* **EXERCISE DIRECTIONS**
Transcribe each record exactly as it appears.
DATA EXTRACT Block Start
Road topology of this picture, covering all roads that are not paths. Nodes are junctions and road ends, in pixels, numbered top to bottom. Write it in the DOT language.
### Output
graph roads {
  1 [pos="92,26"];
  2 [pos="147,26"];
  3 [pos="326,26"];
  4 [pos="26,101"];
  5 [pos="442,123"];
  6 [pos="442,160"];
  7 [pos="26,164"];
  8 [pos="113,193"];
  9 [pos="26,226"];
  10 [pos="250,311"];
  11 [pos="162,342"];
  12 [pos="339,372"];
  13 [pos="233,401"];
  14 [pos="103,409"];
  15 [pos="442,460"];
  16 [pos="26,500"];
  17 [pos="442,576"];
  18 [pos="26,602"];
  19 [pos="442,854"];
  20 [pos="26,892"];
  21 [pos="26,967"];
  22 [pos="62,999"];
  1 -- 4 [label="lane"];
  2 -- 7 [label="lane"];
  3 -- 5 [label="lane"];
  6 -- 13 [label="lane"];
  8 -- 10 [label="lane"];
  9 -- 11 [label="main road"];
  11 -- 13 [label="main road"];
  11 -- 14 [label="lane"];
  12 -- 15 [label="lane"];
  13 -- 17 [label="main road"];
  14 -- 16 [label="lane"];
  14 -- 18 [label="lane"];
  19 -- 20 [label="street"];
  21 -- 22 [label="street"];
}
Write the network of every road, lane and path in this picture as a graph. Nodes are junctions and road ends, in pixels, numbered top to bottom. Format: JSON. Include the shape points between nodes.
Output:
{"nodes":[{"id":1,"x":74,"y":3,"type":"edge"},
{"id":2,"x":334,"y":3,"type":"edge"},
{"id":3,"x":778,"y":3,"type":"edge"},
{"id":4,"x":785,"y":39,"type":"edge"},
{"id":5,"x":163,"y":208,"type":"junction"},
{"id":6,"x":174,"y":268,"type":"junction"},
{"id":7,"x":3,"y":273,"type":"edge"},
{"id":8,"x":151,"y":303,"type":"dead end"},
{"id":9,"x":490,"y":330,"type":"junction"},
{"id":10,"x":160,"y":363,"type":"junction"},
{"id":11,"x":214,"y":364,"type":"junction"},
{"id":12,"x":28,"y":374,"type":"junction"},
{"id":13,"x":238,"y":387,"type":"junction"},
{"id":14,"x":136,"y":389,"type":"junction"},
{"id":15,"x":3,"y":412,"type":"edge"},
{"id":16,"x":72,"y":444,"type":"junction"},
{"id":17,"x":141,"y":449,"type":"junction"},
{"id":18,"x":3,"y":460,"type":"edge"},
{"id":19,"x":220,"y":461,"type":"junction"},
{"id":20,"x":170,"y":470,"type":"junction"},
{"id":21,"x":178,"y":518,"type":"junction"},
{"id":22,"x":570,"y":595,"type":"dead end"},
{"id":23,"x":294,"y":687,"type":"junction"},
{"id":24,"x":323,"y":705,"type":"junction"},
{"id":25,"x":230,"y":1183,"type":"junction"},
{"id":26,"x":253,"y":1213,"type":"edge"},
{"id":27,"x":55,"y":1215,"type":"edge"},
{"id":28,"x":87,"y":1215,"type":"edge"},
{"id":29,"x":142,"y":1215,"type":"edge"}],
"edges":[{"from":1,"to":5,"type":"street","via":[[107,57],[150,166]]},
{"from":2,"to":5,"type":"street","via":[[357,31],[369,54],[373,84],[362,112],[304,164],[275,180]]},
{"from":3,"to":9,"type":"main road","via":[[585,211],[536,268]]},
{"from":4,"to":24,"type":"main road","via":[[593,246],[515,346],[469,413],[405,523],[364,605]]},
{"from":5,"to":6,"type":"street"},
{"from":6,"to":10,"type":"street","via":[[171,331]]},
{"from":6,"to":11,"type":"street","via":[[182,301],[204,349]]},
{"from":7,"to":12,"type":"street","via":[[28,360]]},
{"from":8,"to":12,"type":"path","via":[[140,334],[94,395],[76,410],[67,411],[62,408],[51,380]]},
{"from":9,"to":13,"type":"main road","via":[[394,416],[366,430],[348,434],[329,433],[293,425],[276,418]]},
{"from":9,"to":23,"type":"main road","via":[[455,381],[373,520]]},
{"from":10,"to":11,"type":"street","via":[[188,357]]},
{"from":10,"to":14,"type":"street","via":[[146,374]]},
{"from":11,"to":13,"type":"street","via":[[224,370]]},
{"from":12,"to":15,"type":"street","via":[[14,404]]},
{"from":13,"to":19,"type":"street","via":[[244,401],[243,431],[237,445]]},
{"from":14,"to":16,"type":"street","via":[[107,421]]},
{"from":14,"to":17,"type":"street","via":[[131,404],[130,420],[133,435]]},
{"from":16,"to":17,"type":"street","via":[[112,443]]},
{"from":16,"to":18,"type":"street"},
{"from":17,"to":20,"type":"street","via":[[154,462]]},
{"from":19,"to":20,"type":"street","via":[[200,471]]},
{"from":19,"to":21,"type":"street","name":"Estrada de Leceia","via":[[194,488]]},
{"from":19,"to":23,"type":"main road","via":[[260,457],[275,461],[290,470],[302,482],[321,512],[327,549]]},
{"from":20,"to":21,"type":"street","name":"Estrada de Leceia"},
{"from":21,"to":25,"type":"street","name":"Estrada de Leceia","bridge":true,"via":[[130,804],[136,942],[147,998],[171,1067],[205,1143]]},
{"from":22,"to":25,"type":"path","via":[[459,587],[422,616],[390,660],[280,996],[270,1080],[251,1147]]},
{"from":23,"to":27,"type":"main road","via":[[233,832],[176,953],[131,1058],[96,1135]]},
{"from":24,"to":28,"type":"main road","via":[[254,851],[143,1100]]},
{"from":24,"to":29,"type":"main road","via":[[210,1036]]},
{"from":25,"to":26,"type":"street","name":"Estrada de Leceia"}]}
DATA EXTRACT Block End
* **TASK RESULT**
Road topology of this picture, covering all roads that are not paths. Nodes are junctions and road ends, in pixels, numbered top to bottom. Write it in the DOT language.
### Output
graph roads {
  1 [pos="92,26"];
  2 [pos="147,26"];
  3 [pos="326,26"];
  4 [pos="26,101"];
  5 [pos="442,123"];
  6 [pos="442,160"];
  7 [pos="26,164"];
  8 [pos="113,193"];
  9 [pos="26,226"];
  10 [pos="250,311"];
  11 [pos="162,342"];
  12 [pos="339,372"];
  13 [pos="233,401"];
  14 [pos="103,409"];
  15 [pos="442,460"];
  16 [pos="26,500"];
  17 [pos="442,576"];
  18 [pos="26,602"];
  19 [pos="442,854"];
  20 [pos="26,892"];
  21 [pos="26,967"];
  22 [pos="62,999"];
  1 -- 4 [label="lane"];
  2 -- 7 [label="lane"];
  3 -- 5 [label="lane"];
  6 -- 13 [label="lane"];
  8 -- 10 [label="lane"];
  9 -- 11 [label="main road"];
  11 -- 13 [label="main road"];
  11 -- 14 [label="lane"];
  12 -- 15 [label="lane"];
  13 -- 17 [label="main road"];
  14 -- 16 [label="lane"];
  14 -- 18 [label="lane"];
  19 -- 20 [label="street"];
  21 -- 22 [label="street"];
}
Write the network of every road, lane and path in this picture as a graph. Nodes are junctions and road ends, in pixels, numbered top to bottom. Format: JSON. Include the shape points between nodes.
Output:
{"nodes":[{"id":1,"x":74,"y":3,"type":"edge"},
{"id":2,"x":334,"y":3,"type":"edge"},
{"id":3,"x":778,"y":3,"type":"edge"},
{"id":4,"x":785,"y":39,"type":"edge"},
{"id":5,"x":163,"y":208,"type":"junction"},
{"id":6,"x":174,"y":268,"type":"junction"},
{"id":7,"x":3,"y":273,"type":"edge"},
{"id":8,"x":151,"y":303,"type":"dead end"},
{"id":9,"x":490,"y":330,"type":"junction"},
{"id":10,"x":160,"y":363,"type":"junction"},
{"id":11,"x":214,"y":364,"type":"junction"},
{"id":12,"x":28,"y":374,"type":"junction"},
{"id":13,"x":238,"y":387,"type":"junction"},
{"id":14,"x":136,"y":389,"type":"junction"},
{"id":15,"x":3,"y":412,"type":"edge"},
{"id":16,"x":72,"y":444,"type":"junction"},
{"id":17,"x":141,"y":449,"type":"junction"},
{"id":18,"x":3,"y":460,"type":"edge"},
{"id":19,"x":220,"y":461,"type":"junction"},
{"id":20,"x":170,"y":470,"type":"junction"},
{"id":21,"x":178,"y":518,"type":"junction"},
{"id":22,"x":570,"y":595,"type":"dead end"},
{"id":23,"x":294,"y":687,"type":"junction"},
{"id":24,"x":323,"y":705,"type":"junction"},
{"id":25,"x":230,"y":1183,"type":"junction"},
{"id":26,"x":253,"y":1213,"type":"edge"},
{"id":27,"x":55,"y":1215,"type":"edge"},
{"id":28,"x":87,"y":1215,"type":"edge"},
{"id":29,"x":142,"y":1215,"type":"edge"}],
"edges":[{"from":1,"to":5,"type":"street","via":[[107,57],[150,166]]},
{"from":2,"to":5,"type":"street","via":[[357,31],[369,54],[373,84],[362,112],[304,164],[275,180]]},
{"from":3,"to":9,"type":"main road","via":[[585,211],[536,268]]},
{"from":4,"to":24,"type":"main road","via":[[593,246],[515,346],[469,413],[405,523],[364,605]]},
{"from":5,"to":6,"type":"street"},
{"from":6,"to":10,"type":"street","via":[[171,331]]},
{"from":6,"to":11,"type":"street","via":[[182,301],[204,349]]},
{"from":7,"to":12,"type":"street","via":[[28,360]]},
{"from":8,"to":12,"type":"path","via":[[140,334],[94,395],[76,410],[67,411],[62,408],[51,380]]},
{"from":9,"to":13,"type":"main road","via":[[394,416],[366,430],[348,434],[329,433],[293,425],[276,418]]},
{"from":9,"to":23,"type":"main road","via":[[455,381],[373,520]]},
{"from":10,"to":11,"type":"street","via":[[188,357]]},
{"from":10,"to":14,"type":"street","via":[[146,374]]},
{"from":11,"to":13,"type":"street","via":[[224,370]]},
{"from":12,"to":15,"type":"street","via":[[14,404]]},
{"from":13,"to":19,"type":"street","via":[[244,401],[243,431],[237,445]]},
{"from":14,"to":16,"type":"street","via":[[107,421]]},
{"from":14,"to":17,"type":"street","via":[[131,404],[130,420],[133,435]]},
{"from":16,"to":17,"type":"street","via":[[112,443]]},
{"from":16,"to":18,"type":"street"},
{"from":17,"to":20,"type":"street","via":[[154,462]]},
{"from":19,"to":20,"type":"street","via":[[200,471]]},
{"from":19,"to":21,"type":"street","name":"Estrada de Leceia","via":[[194,488]]},
{"from":19,"to":23,"type":"main road","via":[[260,457],[275,461],[290,470],[302,482],[321,512],[327,549]]},
{"from":20,"to":21,"type":"street","name":"Estrada de Leceia"},
{"from":21,"to":25,"type":"street","name":"Estrada de Leceia","bridge":true,"via":[[130,804],[136,942],[147,998],[171,1067],[205,1143]]},
{"from":22,"to":25,"type":"path","via":[[459,587],[422,616],[390,660],[280,996],[270,1080],[251,1147]]},
{"from":23,"to":27,"type":"main road","via":[[233,832],[176,953],[131,1058],[96,1135]]},
{"from":24,"to":28,"type":"main road","via":[[254,851],[143,1100]]},
{"from":24,"to":29,"type":"main road","via":[[210,1036]]},
{"from":25,"to":26,"type":"street","name":"Estrada de Leceia"}]}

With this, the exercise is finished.